Spot each line in the data below containing "Trask" and copy it.

==== RECORD EXCERPTS ====

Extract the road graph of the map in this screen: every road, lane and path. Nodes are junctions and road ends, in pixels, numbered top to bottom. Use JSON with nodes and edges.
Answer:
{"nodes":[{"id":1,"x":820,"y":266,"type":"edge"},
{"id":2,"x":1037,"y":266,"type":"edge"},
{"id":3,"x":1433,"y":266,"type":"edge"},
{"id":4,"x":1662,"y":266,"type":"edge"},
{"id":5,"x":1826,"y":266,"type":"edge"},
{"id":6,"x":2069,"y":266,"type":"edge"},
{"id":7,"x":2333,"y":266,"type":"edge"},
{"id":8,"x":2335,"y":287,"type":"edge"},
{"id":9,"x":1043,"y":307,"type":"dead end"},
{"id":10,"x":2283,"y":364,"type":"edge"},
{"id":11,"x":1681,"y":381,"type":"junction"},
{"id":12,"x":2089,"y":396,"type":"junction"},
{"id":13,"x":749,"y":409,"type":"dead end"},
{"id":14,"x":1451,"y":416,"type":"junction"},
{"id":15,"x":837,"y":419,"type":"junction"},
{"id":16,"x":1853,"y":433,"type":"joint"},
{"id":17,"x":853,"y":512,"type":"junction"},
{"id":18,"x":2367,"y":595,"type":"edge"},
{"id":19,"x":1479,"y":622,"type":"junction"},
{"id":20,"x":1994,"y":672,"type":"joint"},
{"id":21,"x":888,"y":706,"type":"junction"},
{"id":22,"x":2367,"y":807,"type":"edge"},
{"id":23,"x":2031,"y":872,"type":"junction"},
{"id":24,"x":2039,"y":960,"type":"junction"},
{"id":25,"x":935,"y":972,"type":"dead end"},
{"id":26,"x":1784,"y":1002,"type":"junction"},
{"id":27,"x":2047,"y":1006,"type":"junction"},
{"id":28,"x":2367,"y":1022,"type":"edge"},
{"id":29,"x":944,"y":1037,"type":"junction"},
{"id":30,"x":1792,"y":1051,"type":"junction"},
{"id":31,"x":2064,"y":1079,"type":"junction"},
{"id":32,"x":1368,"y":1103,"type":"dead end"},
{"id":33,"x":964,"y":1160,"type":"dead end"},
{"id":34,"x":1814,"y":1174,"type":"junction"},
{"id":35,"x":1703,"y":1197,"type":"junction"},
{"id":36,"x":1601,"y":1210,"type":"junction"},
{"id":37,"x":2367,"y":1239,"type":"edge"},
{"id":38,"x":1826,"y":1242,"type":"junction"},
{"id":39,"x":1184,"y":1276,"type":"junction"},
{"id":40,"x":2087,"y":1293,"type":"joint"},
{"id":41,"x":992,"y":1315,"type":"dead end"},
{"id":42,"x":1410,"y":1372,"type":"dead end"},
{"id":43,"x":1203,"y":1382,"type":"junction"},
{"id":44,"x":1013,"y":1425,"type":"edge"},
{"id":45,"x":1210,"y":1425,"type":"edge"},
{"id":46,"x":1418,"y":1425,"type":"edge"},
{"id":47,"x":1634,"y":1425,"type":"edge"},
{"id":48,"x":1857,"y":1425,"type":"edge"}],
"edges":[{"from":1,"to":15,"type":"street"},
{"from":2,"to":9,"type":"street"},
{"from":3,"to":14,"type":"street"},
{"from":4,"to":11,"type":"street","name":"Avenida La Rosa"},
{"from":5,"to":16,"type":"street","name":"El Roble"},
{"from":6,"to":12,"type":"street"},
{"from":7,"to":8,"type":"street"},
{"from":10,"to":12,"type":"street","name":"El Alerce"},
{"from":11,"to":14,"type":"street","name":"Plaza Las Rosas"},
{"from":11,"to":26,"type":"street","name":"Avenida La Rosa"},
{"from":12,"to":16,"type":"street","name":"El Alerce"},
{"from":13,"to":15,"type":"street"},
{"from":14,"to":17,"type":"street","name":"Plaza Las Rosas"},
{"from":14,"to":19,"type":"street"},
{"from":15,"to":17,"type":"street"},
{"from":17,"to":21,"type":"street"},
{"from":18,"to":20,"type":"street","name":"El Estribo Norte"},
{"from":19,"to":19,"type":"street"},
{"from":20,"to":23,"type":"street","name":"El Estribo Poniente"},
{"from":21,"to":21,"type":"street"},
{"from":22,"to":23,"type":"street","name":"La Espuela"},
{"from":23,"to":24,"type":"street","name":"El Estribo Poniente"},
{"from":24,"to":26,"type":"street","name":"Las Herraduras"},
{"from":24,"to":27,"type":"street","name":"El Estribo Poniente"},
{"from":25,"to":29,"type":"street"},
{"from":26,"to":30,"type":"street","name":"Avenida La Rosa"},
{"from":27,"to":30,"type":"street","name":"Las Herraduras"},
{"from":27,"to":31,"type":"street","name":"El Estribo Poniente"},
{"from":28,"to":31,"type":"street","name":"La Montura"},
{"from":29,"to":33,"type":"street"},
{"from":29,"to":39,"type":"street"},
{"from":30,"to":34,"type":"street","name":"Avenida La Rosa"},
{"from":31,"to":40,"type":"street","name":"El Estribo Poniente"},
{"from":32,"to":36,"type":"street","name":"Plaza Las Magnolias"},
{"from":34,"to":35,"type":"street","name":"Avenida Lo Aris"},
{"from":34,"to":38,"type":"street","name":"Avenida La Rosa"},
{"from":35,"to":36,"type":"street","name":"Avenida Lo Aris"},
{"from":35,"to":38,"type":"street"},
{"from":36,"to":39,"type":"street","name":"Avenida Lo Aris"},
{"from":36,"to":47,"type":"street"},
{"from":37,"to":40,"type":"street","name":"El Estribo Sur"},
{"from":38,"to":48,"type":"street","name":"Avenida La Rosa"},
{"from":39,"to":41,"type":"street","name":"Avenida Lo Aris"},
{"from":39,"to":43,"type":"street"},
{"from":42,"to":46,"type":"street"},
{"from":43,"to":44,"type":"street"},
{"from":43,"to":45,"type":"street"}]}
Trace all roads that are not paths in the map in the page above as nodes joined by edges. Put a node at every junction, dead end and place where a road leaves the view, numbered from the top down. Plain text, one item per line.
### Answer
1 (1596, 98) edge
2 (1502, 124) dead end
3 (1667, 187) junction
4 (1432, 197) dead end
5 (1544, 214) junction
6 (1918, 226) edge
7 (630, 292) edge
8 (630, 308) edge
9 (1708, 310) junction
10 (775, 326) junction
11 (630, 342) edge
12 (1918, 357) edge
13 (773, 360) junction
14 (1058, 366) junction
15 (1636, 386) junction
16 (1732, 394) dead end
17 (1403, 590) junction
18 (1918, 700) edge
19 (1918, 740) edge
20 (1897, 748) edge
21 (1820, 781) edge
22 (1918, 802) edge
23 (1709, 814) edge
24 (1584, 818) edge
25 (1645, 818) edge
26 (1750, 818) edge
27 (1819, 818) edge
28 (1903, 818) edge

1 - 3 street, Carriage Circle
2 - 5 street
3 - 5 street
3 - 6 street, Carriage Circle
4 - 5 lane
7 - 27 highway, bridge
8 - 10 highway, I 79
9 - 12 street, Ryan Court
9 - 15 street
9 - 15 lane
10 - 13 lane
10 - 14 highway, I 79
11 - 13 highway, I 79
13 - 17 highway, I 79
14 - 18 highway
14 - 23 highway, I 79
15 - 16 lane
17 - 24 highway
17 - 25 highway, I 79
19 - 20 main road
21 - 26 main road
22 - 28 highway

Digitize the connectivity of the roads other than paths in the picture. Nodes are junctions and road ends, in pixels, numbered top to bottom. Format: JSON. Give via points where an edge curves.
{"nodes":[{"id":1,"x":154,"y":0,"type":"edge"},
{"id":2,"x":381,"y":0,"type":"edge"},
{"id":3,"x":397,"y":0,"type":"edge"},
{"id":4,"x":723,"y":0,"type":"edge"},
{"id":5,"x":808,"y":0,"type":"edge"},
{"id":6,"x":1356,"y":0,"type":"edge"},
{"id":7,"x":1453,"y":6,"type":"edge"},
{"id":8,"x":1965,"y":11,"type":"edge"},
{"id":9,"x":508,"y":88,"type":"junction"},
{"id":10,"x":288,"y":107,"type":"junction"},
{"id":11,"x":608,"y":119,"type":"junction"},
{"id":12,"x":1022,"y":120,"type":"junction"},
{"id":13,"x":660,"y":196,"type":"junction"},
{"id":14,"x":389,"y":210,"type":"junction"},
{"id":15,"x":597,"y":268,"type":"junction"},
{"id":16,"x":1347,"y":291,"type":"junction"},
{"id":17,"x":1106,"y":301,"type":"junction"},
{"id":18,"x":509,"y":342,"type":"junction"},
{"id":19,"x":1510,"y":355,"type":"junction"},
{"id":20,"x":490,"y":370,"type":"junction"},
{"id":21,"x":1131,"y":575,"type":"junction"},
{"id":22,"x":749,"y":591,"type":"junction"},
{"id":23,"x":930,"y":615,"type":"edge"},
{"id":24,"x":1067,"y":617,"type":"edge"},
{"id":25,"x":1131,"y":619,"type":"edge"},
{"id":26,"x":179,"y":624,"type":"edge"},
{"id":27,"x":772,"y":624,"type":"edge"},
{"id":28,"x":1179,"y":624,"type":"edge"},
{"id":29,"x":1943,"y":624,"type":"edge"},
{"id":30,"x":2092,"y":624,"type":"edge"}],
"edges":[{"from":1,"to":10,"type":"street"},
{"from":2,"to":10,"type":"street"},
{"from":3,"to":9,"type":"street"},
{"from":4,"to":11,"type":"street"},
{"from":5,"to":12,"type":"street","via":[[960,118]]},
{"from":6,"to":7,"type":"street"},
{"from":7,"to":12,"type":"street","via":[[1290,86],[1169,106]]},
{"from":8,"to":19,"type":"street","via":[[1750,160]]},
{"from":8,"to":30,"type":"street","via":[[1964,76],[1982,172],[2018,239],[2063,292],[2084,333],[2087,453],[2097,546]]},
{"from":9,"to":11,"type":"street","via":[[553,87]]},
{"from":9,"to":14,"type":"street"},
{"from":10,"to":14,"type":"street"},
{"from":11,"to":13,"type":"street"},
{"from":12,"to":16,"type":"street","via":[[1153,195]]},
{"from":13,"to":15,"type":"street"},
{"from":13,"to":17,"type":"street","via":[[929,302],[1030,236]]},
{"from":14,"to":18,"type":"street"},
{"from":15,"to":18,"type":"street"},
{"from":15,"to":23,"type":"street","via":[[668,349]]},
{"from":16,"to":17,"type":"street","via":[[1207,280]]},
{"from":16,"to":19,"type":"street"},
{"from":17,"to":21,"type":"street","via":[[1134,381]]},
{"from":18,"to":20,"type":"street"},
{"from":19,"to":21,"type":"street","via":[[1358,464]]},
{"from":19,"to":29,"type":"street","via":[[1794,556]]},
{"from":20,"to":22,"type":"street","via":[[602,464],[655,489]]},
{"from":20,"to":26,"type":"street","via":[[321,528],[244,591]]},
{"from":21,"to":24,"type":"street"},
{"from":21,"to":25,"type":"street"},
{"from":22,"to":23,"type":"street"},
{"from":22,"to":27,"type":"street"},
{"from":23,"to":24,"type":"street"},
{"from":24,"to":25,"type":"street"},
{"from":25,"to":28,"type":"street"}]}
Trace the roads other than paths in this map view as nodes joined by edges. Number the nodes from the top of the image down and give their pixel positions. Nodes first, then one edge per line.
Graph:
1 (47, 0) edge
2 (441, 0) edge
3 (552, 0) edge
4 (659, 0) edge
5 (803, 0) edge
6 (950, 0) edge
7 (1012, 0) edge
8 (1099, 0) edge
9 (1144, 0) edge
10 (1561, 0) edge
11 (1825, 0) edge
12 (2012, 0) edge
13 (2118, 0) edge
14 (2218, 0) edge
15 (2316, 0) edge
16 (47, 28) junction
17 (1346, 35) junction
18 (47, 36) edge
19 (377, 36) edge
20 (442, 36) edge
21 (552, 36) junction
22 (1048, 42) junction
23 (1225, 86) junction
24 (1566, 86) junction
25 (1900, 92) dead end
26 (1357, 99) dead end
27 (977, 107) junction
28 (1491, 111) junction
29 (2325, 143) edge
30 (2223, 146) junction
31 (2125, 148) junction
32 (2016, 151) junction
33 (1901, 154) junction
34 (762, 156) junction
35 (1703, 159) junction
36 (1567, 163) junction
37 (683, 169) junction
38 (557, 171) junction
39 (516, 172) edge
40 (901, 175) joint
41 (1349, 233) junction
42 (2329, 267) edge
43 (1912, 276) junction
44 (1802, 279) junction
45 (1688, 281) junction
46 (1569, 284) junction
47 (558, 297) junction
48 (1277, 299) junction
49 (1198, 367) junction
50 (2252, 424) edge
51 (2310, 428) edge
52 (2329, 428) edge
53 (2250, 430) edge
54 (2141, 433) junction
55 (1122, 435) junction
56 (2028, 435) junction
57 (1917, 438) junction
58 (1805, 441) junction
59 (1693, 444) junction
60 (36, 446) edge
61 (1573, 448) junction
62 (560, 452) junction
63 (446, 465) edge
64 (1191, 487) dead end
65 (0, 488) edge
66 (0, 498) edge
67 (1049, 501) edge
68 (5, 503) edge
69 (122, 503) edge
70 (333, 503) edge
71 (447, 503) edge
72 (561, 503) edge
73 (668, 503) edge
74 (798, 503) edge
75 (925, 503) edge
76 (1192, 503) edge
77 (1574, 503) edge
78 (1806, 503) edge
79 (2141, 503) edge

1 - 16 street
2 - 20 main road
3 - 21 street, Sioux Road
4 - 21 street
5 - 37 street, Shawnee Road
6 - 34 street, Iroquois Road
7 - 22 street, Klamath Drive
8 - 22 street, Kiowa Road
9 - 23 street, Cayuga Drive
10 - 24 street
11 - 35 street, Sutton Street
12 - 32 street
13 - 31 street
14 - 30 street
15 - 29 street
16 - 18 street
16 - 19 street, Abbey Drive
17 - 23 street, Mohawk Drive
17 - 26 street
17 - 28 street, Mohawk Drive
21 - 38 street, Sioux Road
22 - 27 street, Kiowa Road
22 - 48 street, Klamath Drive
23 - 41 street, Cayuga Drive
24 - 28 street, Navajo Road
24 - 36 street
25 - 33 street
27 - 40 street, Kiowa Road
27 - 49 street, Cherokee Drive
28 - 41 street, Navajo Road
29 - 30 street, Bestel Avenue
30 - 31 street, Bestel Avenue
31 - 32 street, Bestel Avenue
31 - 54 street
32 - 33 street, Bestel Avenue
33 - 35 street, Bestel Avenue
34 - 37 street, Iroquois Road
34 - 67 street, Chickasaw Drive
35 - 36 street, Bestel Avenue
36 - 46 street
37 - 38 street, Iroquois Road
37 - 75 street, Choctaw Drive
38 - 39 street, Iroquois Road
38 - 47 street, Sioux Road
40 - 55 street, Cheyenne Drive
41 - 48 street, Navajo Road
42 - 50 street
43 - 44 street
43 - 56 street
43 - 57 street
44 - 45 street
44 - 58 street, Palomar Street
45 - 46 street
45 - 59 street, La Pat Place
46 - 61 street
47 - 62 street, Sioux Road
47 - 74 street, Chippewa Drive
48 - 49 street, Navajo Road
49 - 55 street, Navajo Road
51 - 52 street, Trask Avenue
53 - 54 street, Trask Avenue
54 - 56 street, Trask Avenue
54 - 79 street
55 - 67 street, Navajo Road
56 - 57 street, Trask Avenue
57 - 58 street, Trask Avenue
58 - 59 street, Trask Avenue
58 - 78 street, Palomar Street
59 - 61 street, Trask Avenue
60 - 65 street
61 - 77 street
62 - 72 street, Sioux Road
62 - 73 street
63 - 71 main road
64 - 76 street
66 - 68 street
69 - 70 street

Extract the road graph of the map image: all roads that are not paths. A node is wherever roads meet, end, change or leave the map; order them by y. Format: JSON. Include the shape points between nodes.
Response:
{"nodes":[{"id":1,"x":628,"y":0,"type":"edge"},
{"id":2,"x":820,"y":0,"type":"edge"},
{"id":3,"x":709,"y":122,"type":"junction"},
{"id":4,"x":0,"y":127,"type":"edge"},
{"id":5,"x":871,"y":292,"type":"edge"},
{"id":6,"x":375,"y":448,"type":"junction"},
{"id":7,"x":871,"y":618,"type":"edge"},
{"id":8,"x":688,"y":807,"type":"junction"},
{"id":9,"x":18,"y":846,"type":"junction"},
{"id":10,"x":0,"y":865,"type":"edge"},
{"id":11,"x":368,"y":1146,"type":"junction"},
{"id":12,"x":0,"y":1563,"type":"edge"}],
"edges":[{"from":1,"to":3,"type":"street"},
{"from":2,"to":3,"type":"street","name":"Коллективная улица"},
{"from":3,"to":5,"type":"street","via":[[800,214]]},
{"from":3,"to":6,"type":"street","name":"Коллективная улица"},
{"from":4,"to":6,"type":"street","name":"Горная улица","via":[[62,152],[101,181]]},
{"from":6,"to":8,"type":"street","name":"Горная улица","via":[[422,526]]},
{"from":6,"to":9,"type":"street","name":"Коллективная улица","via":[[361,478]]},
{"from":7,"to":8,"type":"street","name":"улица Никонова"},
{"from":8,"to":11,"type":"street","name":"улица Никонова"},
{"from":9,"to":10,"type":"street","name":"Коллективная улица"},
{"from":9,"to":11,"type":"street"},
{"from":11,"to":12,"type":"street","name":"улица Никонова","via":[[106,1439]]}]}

====

OUTPUT BELOW –
51 - 52 street, Trask Avenue
53 - 54 street, Trask Avenue
54 - 56 street, Trask Avenue
56 - 57 street, Trask Avenue
57 - 58 street, Trask Avenue
58 - 59 street, Trask Avenue
59 - 61 street, Trask Avenue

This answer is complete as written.